Both also lost key cogs late last season and have had to move forward either without them or with them at a significantly reduced capacity. Portland maestro Sebastián Blanco and NYCFC forward Héber both tore ACLs within two weeks of each other in September 2020. Blanco was back by June and had seven goals and seven assists in 24 appearances in the regular season, though a subsequent hamstring injury kept him out of the Western Conference final (he was available as a sub) and may keep him from being at full throttle for Saturday's final. Héber, meanwhile, was out for nearly a full year and was limited to seven substitute appearances before being pushed into a starter’s role in the Eastern Conference final.

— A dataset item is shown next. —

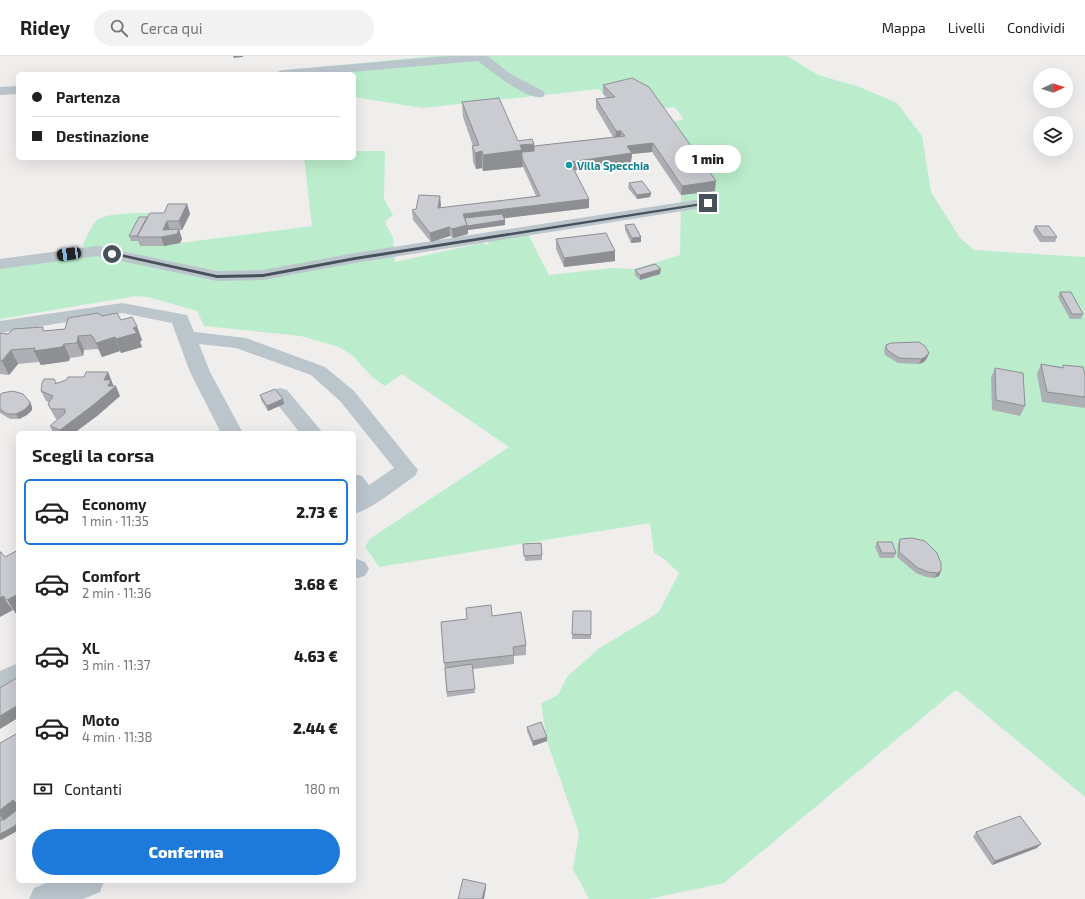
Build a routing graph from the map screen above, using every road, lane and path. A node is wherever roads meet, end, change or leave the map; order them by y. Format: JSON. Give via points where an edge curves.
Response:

Both also effectively punched their tickets on bizarre goals due to defensive gaffes and friendly bounces. Portland’s opener on Saturday was a case of Felipe Mora being in the right place to benefit from an ill-conceived clearance attempt from RSL’s Aaron Herrera, with the ricochet going off the Chilean forward and in. The Timbers’ second came off the foot of Santiago Moreno, whose long-range blast hit off the post, off goalkeeper David Ochoa and in.
NYCFC went through thanks to 19-year-old Talles Magno, who scored only after Philadelphia's Olivier Mbaizo badly judged a long diagonal over the top that Gudmundur Thórarinsson won and crossed into the danger zone.
More importantly, they both have cleared every hurdle thus far in the playoff gantlet to earn the right to play for the league title. New England was by far and away the best team in MLS this season, but the Revs won’t go down as its 2021 champion. That’ll be sorted in Portland at what is sure to be a raucous stadium that has already witnessed one Portland–New York final this year (Thorns vs. Gotham FC in the NWSL Challenge Cup) and will relish another with MLS's biggest trophy of all at stake.
“To be able to host MLS Cup, it is a dream come to reality,” Savarese said.